BUS ÉIREANN HAS notified the Data Protection Commission after it published commercially sensitive material for up to 80 companies on a procurement website.

It said it “inadvertently” released the information containing details for the contracts and pricing of 119 school bus routes used over the past five years.

The names of the nearly 80 coach companies involved in the scheme were also included, it is understood.

One industry source warned that ramifications arising from the breach include a danger that small coach companies in the sector may be undercut by larger competitors due to the prices being revealed.

The semi-state is contracted to run the school transport scheme but the vast majority of routes are handled by private operators.

It uploaded a new tender for the nation’s school bus routes on a procurement portal last Friday 12 July but had mistakenly included the commercially sensitive information about the companies.

The new tender scheme covers school bus routes for the next five years.

In a statement to The Journal, Bus Éireann confirmed that a “data breach did occur” through its schools transport procurement portal and that it concerned the “rate for contracts” that expired last month.

The company said it had assured transport operators that the breach was an “isolated incident” due to “human error” and that it “regrets that this unintentional incident” ever occurred.

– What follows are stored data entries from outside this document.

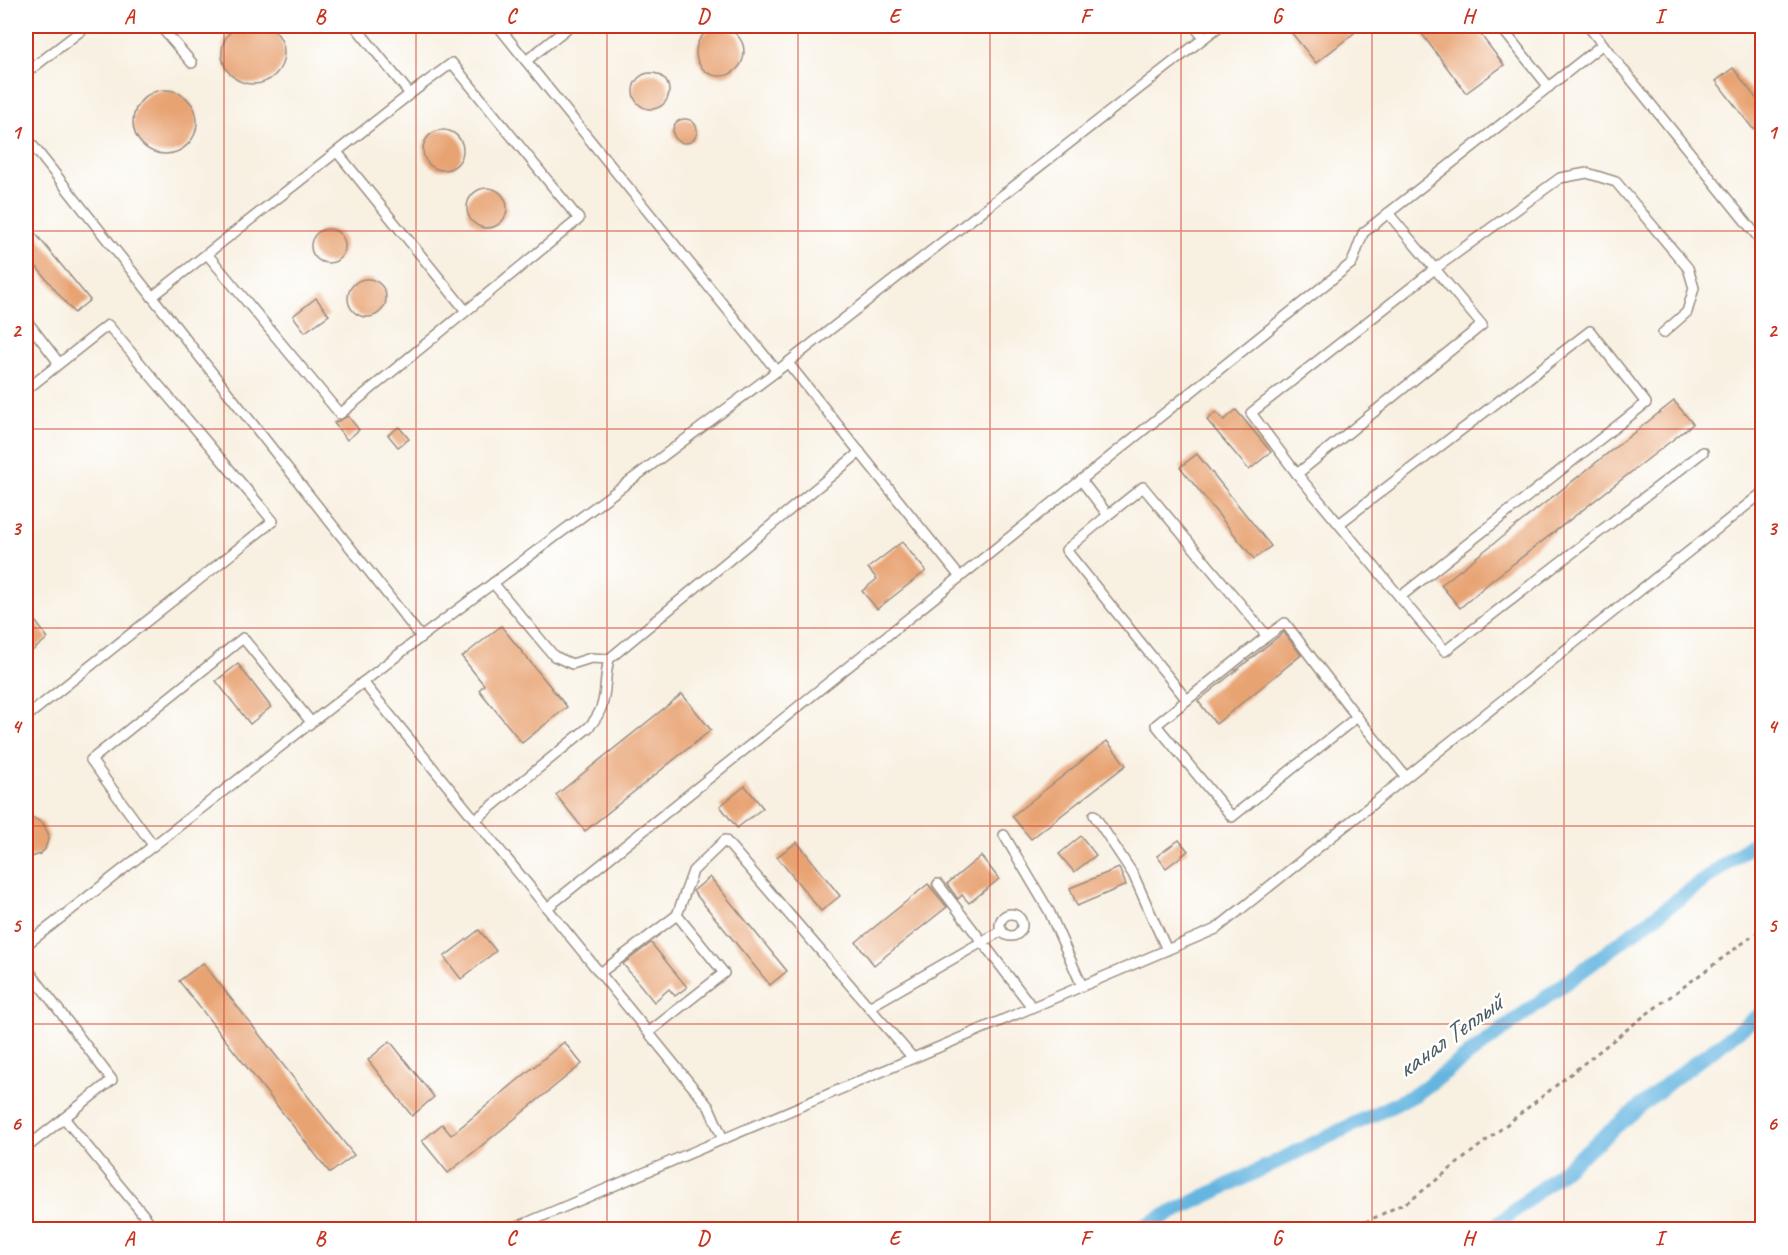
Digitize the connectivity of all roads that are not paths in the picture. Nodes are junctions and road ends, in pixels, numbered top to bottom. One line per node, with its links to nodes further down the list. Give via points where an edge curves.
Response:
1 (87, 26): 14 (lane)
2 (160, 26): 13 (lane)
3 (354, 26): 16 (lane)
4 (498, 26): 12 (lane)
5 (570, 26): 12 (lane)
6 (1194, 26): 10 (lane)
7 (1220, 26): 10 (lane)
8 (1500, 26): 15 (lane)
9 (1588, 26): 11 (lane)
10 (1204, 38): 28 (lane)
11 (1603, 44): 15 (lane); 20 (lane)
12 (526, 61): 29 (lane)
13 (192, 63)
14 (26, 73)
15 (1549, 87): 19 (lane)
16 (410, 94): 18 (lane); 24 (lane, via 452,63 579,219)
17 (26, 137): 23 (lane)
18 (337, 152): 21 (lane); 24 (lane)
19 (1388, 213): 22 (lane); 34 (lane, via 1363,233 1352,263)
20 (1762, 242)
21 (207, 254): 23 (lane); 24 (lane, via 340,414)
22 (1436, 268): 26 (lane, via 1560,178 1587,173 1616,182 1688,268 1694,288 1687,312); 33 (lane, via 1482,325); 33 (lane, via 1251,413)
23 (152, 297): 42 (lane)
24 (466, 311)
25 (26, 321): 27 (lane)
26 (1663, 333)
27 (59, 363): 30 (lane); 46 (lane, via 108,325 273,521)
28 (788, 363): 29 (lane); 31 (lane)
29 (777, 371): 39 (lane)
30 (26, 390)
31 (860, 452): 38 (lane); 43 (lane)
32 (1703, 452): 40 (lane, via 1445,651)
33 (1297, 474): 37 (lane)
34 (1081, 480): 36 (lane); 38 (lane)
35 (1762, 493): 49 (lane)
36 (1108, 515): 41 (lane, via 1143,487); 45 (lane, via 1066,550)
37 (1339, 524): 40 (lane); 40 (lane, via 1590,331 1646,404)
38 (960, 577): 55 (lane)
39 (494, 583): 42 (lane); 43 (lane, via 554,657 572,664 591,658)
40 (1400, 597)
41 (1267, 636): 45 (lane); 47 (lane, via 1285,623)
42 (421, 637): 44 (lane)
43 (609, 659): 51 (lane, via 603,680 606,697 600,715)
44 (363, 682): 48 (lane); 51 (lane)
45 (1187, 700): 47 (lane, via 1156,725 1232,817)
46 (26, 715)
47 (1357, 717): 49 (lane)
48 (311, 722): 53 (lane); 53 (lane, via 243,638 91,760)
49 (1406, 777): 60 (lane, via 1216,929)
50 (1094, 815): 60 (lane, via 1133,874)
51 (475, 820): 55 (lane)
52 (1004, 835): 63 (lane, via 1049,911)
53 (153, 845): 59 (lane)
54 (938, 884): 58 (lane)
55 (547, 908): 62 (lane)
56 (677, 915): 62 (lane); 64 (lane, via 693,871 725,840); 66 (lane, via 724,973)
57 (1001, 931): 58 (lane)
58 (982, 942): 64 (lane); 65 (lane)
59 (26, 945)
60 (1167, 950): 63 (lane)
61 (26, 967): 68 (lane, via 112,1080)
62 (600, 974): 66 (lane)
63 (1082, 986): 65 (lane)
64 (869, 1007): 67 (lane)
65 (1032, 1007): 67 (lane)
66 (649, 1032): 69 (lane, via 709,1107)
67 (913, 1058): 69 (lane)
68 (64, 1118): 70 (lane); 71 (lane)
69 (723, 1139): 72 (lane)
70 (26, 1148)
71 (156, 1230)
72 (510, 1230)

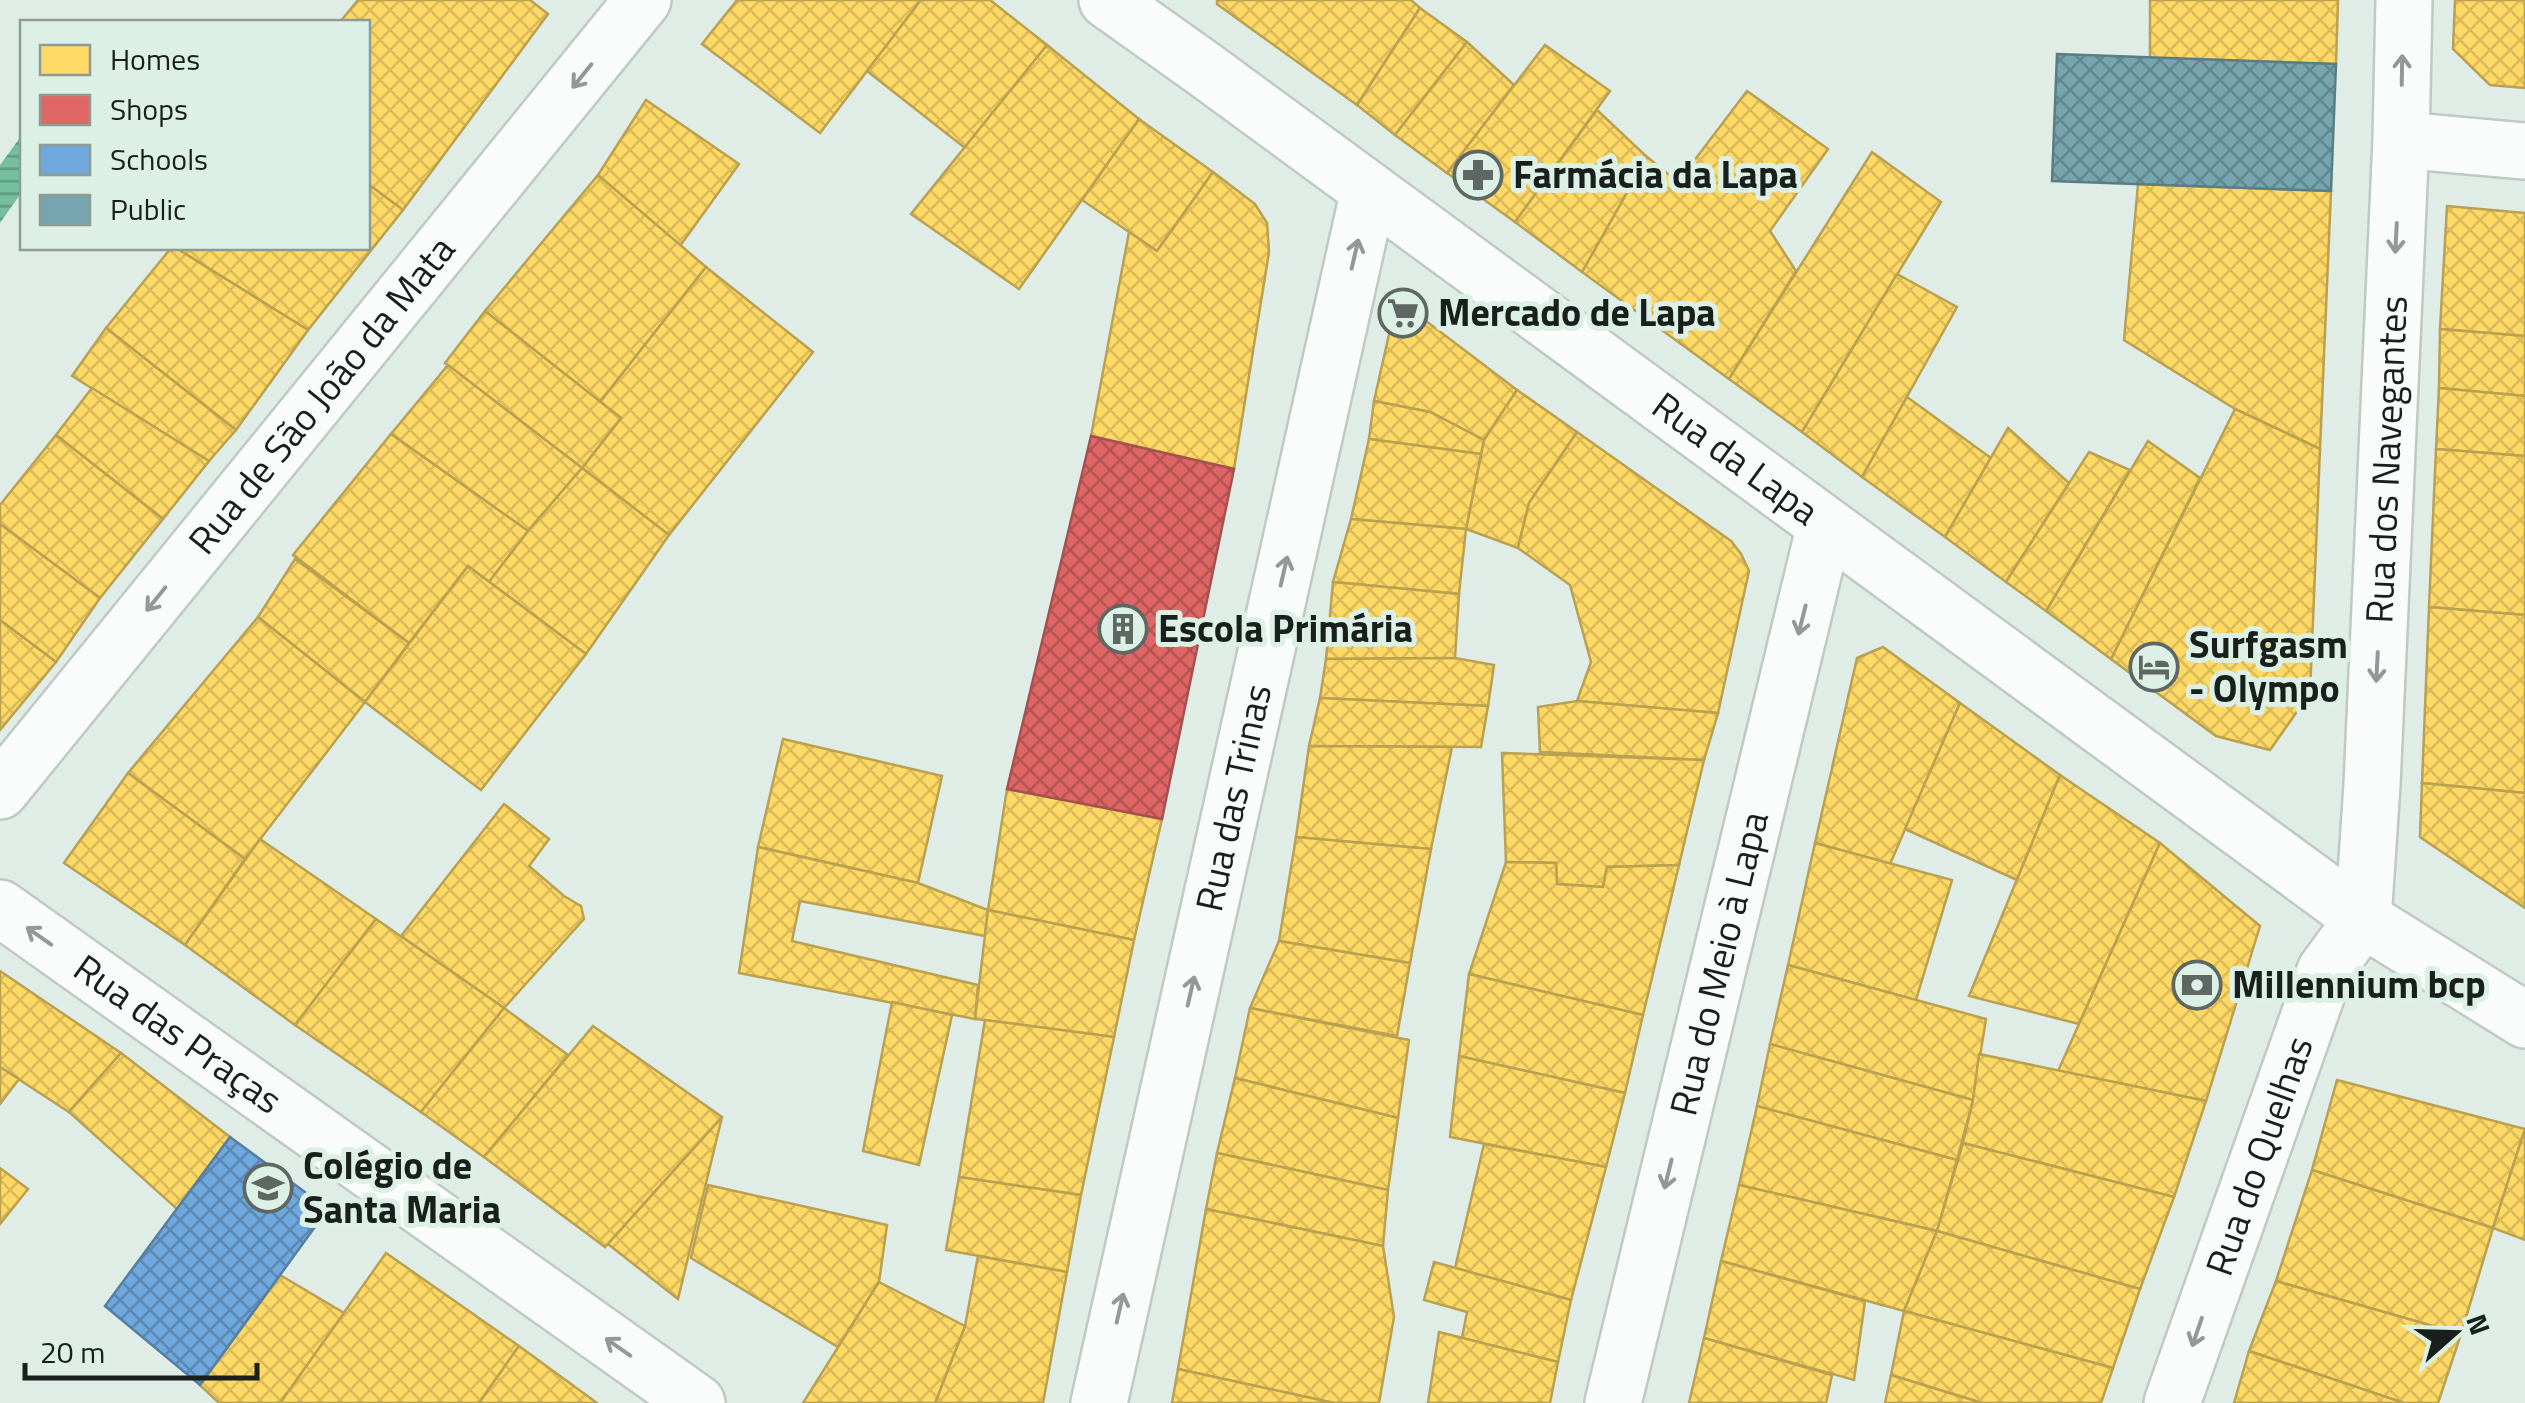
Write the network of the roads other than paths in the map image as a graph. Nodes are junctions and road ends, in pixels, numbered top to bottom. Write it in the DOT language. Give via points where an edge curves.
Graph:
graph roads {
  1 [pos="643,0"];
  2 [pos="1106,0"];
  3 [pos="1148,0"];
  4 [pos="2404,0"];
  5 [pos="1204,69"];
  6 [pos="2400,140"];
  7 [pos="2525,151"];
  8 [pos="1369,190"];
  9 [pos="1825,525"];
  10 [pos="0,791"];
  11 [pos="0,908"];
  12 [pos="2363,919"];
  13 [pos="2525,1020"];
  14 [pos="698,1403"];
  15 [pos="1099,1403"];
  16 [pos="1613,1403"];
  17 [pos="2172,1403"];
  1 -- 10 [label="street, Rua de São João da Mata, one-way"];
  2 -- 5 [label="street, Rua da Lapa"];
  3 -- 5 [label="street" via="1162,30"];
  6 -- 4 [label="street, Rua dos Navegantes, one-way"];
  5 -- 8 [label="street, Rua da Lapa"];
  6 -- 7 [label="street"];
  6 -- 12 [label="street, Rua dos Navegantes, one-way"];
  8 -- 9 [label="street, Rua da Lapa"];
  15 -- 8 [label="street, Rua das Trinas, one-way"];
  9 -- 12 [label="street, Rua da Lapa"];
  9 -- 16 [label="street, Rua do Meio à Lapa, one-way"];
  14 -- 11 [label="street, Rua das Praças, one-way"];
  12 -- 13 [label="street, Rua da Lapa"];
  12 -- 17 [label="street, Rua do Quelhas, one-way" via="2325,971"];
}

“Bus Éireann wish to assure all school transport operators this is an isolated incident and that we are taking appropriate steps to address matters through enhanced controls to ensure the continued integrity of the School Transport procurement process.”

It said the contract details were “uploaded to the site at approximately 9pm” last Friday 12 July and stressed that the “error was discovered at approximately 9.15am” the following morning. The company said it quickly removed the material from the site following this.

However, some coach companies saw the information in the few hours it was available.

The Journal has learned that the company has since had to contact some coach companies this week asking them to “immediately delete” contract details that were downloaded last week.

A spokesperson for the Coach Tourism and Transport Council, the largest representative body in the country for commercial bus operators, said that it had has been engaging with Bus Éireann on the “alleged breach of operators’ data”.

“We continue to provide support and advice to all of our members on any issues affecting their business. We have no further comment to make at this time.”